_EXERCISE AIM_.
In the records below, which lines include "Rego"? Copy them.

*** Opening ENTRIES SHOWN ***

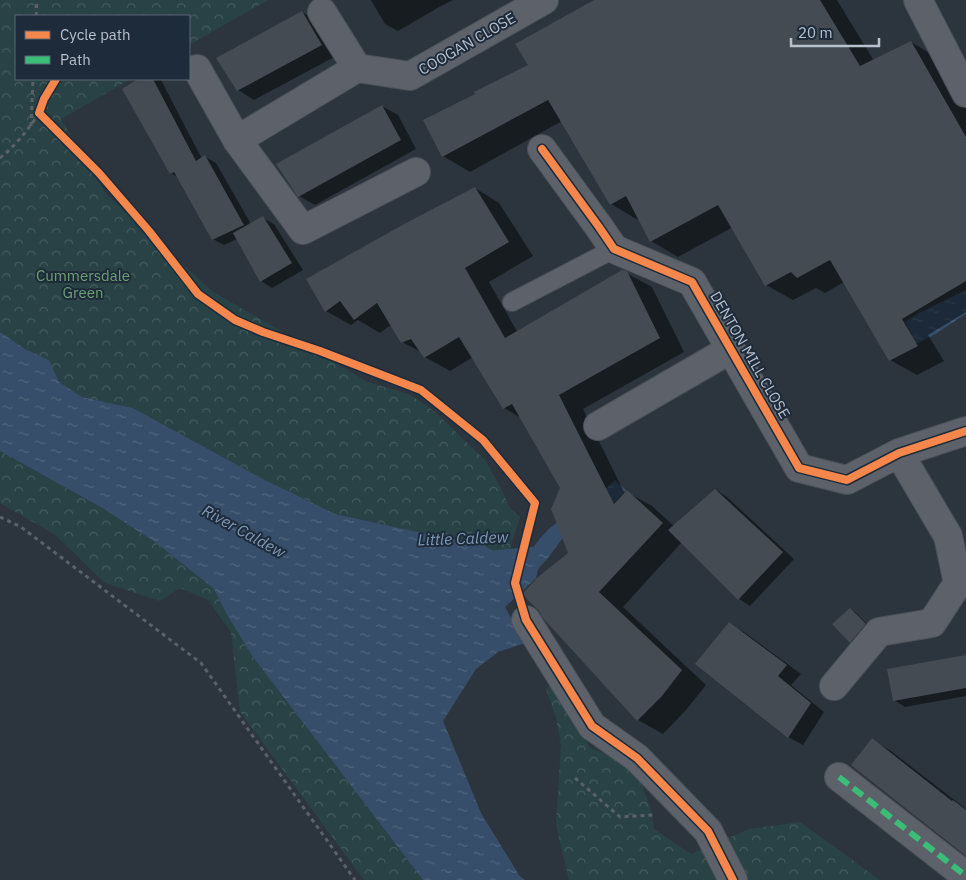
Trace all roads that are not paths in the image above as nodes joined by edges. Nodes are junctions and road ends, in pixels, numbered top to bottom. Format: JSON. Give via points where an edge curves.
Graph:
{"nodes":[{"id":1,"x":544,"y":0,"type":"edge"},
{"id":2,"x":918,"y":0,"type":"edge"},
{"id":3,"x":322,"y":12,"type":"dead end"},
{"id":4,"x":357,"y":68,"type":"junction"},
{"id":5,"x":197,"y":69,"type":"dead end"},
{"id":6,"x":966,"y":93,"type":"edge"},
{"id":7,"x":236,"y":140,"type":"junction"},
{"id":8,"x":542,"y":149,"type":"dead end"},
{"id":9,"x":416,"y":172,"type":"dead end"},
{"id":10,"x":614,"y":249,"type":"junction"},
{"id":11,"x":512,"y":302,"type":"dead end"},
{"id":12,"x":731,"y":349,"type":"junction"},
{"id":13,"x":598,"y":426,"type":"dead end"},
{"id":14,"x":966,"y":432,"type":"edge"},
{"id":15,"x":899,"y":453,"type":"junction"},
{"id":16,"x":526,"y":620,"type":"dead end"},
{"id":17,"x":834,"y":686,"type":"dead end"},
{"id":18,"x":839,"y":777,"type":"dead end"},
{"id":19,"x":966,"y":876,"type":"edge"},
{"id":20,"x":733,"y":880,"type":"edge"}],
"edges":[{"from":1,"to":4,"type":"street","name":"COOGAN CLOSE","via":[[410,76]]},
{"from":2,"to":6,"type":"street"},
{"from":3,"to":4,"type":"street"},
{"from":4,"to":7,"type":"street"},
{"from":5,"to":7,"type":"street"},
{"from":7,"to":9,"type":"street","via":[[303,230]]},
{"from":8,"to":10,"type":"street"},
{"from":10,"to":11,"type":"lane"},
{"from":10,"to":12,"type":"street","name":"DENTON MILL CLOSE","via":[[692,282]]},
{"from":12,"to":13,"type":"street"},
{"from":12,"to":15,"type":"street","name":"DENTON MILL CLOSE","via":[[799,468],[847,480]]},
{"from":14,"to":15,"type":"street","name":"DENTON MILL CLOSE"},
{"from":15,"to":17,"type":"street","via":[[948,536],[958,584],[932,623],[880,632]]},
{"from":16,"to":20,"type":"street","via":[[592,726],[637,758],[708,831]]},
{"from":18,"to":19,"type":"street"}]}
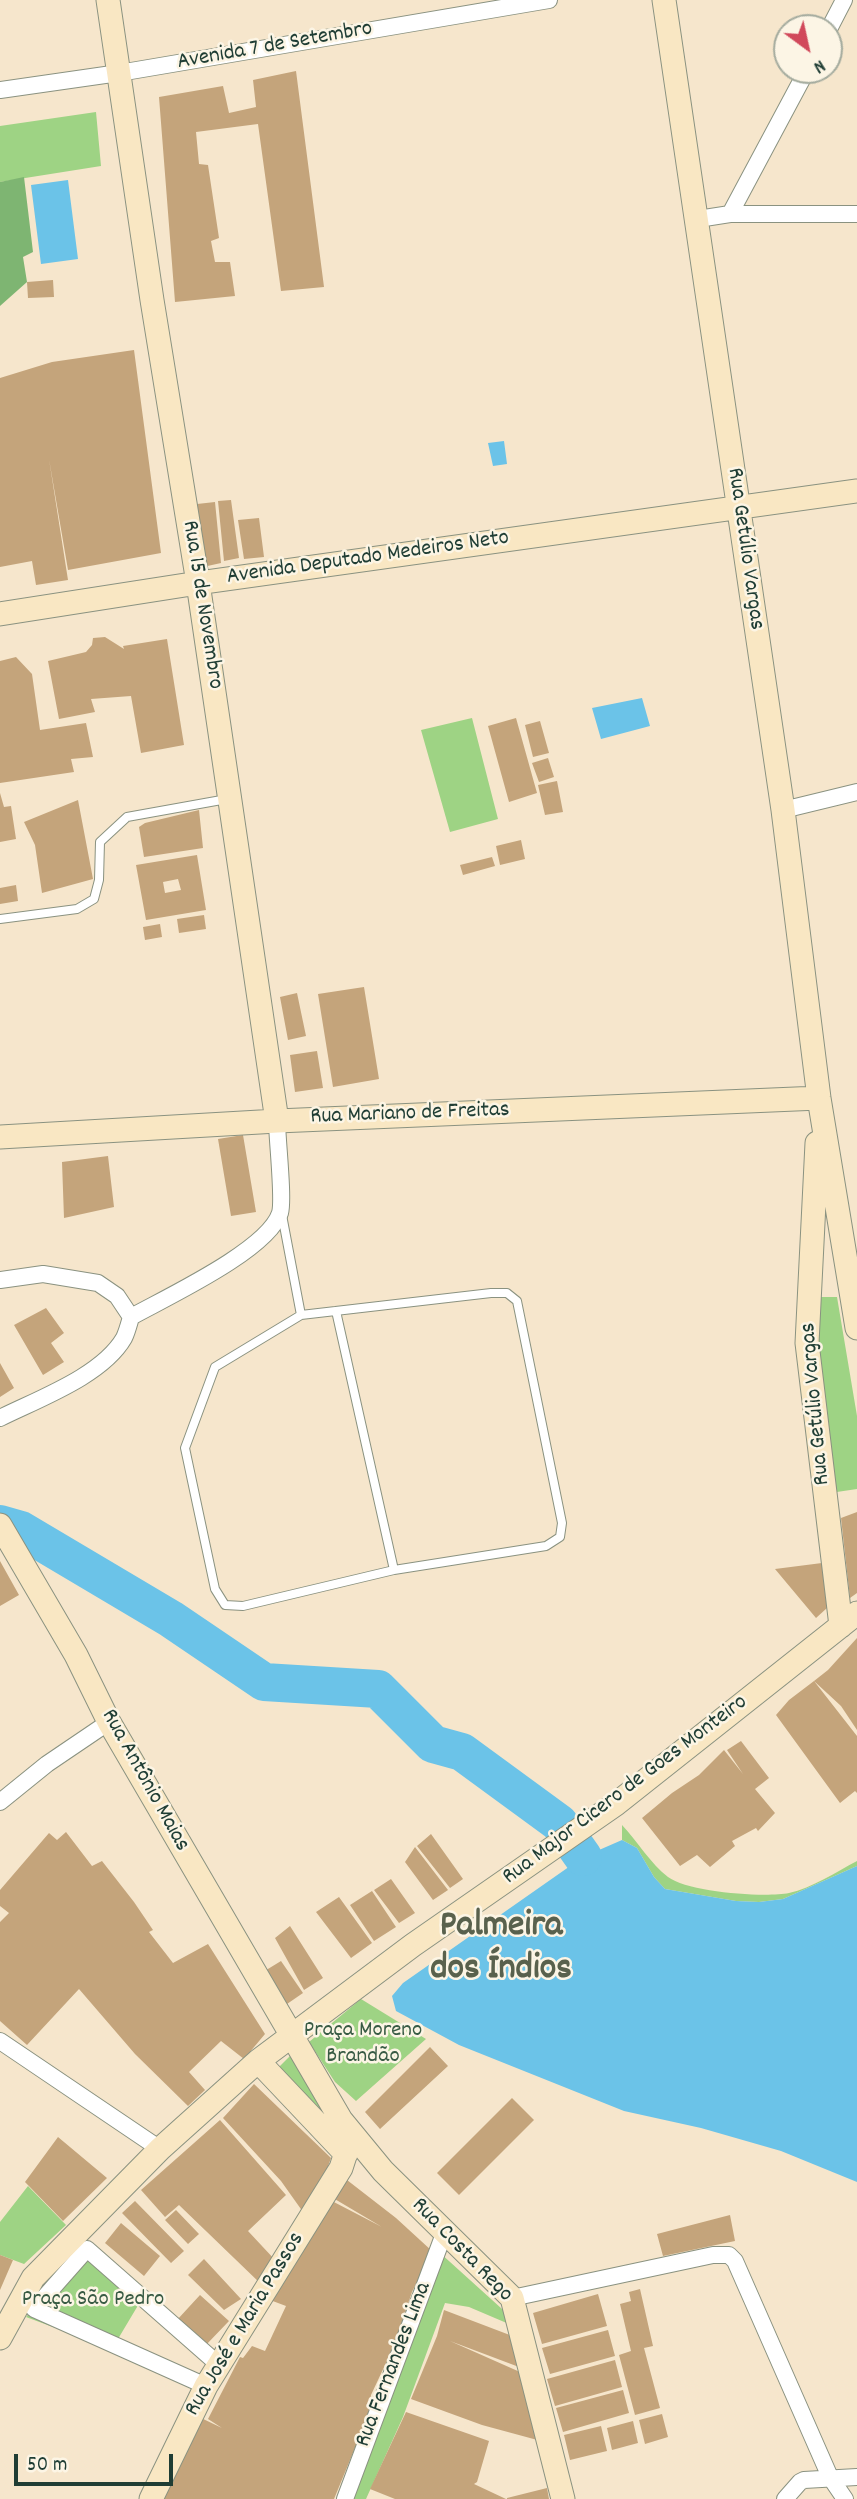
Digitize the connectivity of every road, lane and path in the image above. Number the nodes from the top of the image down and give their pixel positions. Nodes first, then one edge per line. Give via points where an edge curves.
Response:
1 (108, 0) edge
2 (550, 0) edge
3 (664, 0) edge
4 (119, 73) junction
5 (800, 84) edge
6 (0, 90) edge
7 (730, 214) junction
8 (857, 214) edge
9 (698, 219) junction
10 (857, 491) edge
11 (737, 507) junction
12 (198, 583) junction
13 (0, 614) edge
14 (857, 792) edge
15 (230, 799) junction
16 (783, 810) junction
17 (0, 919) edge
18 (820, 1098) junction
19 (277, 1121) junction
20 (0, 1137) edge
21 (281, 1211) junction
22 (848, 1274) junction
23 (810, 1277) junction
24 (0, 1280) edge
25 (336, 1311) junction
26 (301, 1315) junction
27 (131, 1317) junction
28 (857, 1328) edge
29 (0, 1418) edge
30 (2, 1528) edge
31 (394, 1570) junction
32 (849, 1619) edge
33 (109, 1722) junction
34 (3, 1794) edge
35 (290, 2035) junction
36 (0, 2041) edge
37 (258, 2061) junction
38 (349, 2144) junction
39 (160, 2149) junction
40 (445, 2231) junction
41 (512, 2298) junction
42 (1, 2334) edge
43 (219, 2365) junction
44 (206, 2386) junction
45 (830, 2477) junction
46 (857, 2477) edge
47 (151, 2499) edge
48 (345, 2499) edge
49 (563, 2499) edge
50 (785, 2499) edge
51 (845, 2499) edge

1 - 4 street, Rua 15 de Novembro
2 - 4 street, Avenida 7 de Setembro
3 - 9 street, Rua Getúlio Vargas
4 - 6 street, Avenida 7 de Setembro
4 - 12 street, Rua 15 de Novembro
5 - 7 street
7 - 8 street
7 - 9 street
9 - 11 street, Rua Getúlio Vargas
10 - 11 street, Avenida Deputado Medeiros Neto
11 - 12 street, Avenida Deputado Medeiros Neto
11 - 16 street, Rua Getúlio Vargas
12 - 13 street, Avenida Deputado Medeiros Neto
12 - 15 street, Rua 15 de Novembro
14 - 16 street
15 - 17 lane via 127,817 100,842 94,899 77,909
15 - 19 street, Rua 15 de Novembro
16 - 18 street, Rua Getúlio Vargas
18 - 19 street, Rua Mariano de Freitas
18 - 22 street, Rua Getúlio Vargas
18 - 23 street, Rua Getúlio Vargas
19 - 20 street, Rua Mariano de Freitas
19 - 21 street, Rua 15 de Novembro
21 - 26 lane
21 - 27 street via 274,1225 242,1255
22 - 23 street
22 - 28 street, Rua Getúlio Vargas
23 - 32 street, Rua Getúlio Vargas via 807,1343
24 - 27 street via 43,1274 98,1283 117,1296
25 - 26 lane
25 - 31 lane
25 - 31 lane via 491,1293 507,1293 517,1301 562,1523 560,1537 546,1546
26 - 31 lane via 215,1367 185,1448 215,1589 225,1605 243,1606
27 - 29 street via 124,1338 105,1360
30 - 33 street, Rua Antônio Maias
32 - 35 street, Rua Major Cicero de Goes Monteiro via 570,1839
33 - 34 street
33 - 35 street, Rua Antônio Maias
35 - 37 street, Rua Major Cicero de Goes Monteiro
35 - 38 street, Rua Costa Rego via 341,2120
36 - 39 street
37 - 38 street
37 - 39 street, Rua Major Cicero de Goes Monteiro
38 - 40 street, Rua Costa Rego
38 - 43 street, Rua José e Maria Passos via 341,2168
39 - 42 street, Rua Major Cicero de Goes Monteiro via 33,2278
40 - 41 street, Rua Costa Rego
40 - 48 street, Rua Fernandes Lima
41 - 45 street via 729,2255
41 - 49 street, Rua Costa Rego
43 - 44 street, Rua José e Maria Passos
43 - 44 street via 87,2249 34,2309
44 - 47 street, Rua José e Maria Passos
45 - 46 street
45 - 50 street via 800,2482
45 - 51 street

*** Closing ENTRIES SHOWN ***

_YOUR SOLUTION_.
35 - 38 street, Rua Costa Rego via 341,2120
38 - 40 street, Rua Costa Rego
40 - 41 street, Rua Costa Rego
41 - 49 street, Rua Costa Rego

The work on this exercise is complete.